As for plaintiffs' second argument, the use of the term "any person" in RCRA's citizen suit provision without more cannot be said to establish RCRA's extraterritorial applicability. This is especially so when, as defendant notes, other portions of the citizen suit provision itself reflect a domestic focus. Thus, for example, the citizen suit venue provision contained in section 6972(a)(1) provides that a citizen suit "shall be brought in the district court for the district in which the alleged endangerment may occur." RCRA contains nothing prescribing a venue for citizen suits concerning waste located in a foreign country.*fn9 Similarly, section 6972(b)(2) provides that no citizen suit may be commenced until 90 days after the plaintiff has given notice of the endangerment to "the State in which the alleged endangerment may occur" and that a citizen suit cannot be commenced if the "State"*fn10 has undertaken action to address the alleged endangerment. As with the venue provision, had Congress intended the citizen suit provision of RCRA to apply extraterritorially, it would have spoken to the question of what pre-suit notice would be required for waste located in the territory of another nation and would have addressed the effect on a citizen suit of a suit pending in that nation.

Also damaging to plaintiffs' position is defendant's citation of several other provisions of RCRA that tend to show that in adopting the statute, Congress was concerned with hazardous waste problems in the United States, not in foreign countries. For example, defendant notes that the first section of RCRA, setting forth the findings of Congress with respect to the issues that RCRA was passed to address, characterizes the problem of waste disposal as "a matter national in scope and concern." 42 U.S.C. § 6901(a)(4).
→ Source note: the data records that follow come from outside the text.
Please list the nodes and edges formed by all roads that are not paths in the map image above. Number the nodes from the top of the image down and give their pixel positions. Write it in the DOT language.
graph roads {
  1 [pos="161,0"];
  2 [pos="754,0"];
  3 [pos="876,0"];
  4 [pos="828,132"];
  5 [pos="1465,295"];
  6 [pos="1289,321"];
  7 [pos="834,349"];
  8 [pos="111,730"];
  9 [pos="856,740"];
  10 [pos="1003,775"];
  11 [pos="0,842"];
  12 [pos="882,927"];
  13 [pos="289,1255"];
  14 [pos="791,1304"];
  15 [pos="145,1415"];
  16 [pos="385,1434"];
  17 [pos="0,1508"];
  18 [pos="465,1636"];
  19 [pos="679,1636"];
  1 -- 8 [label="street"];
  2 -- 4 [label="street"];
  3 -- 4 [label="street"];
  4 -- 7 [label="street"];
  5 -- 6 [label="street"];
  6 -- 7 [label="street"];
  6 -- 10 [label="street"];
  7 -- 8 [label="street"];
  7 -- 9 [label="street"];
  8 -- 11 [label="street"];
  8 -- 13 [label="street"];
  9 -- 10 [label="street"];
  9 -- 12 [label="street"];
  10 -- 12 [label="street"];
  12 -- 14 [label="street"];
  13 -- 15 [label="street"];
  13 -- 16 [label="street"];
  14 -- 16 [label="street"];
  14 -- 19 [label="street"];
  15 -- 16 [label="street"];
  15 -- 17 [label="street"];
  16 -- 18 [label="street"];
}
Among the congressional findings is that "alternatives to existing methods of land disposal must be developed since many of the cities in the United States will be running out of suitable solid disposal sites within five years unless immediate action is taken." 42 U.S.C. § 6901(b)(8).

In addition, defendant notes that RCRA contains a number of provisions designed to limit the statute's encroachment on state sovereignty, but contains no parallel provisions protecting the sovereignty of other nations. For example, before commencing an action to redress "an imminent and substantial endangerment to health or environment," the administrator of the EPA must provide notice to "the affected State." 42 U.S.C. § 6973(a); there is no analogous provision requiring notice to the appropriate authorities in a foreign country.

Having examined the relevant legislative history and the structure and language of RCRA, this Court is unpersuaded by plaintiffs' claims.*fn11 Since there is little if any evidence to support plaintiffs' contention that Congress desired RCRA to apply extraterritorially,*fn12 this Court must decline to apply the statute in the instant case.*fn13


For the above stated reasons, plaintiffs' First Claim for Relief (Alien Tort Statute) and Second Claim for Relief (RCRA citizen suit provision) are dismissed pursuant to Fed.R.Civ.P. 12(b)(1) and 12(b)(6). This does not affect plaintiffs' remaining claims.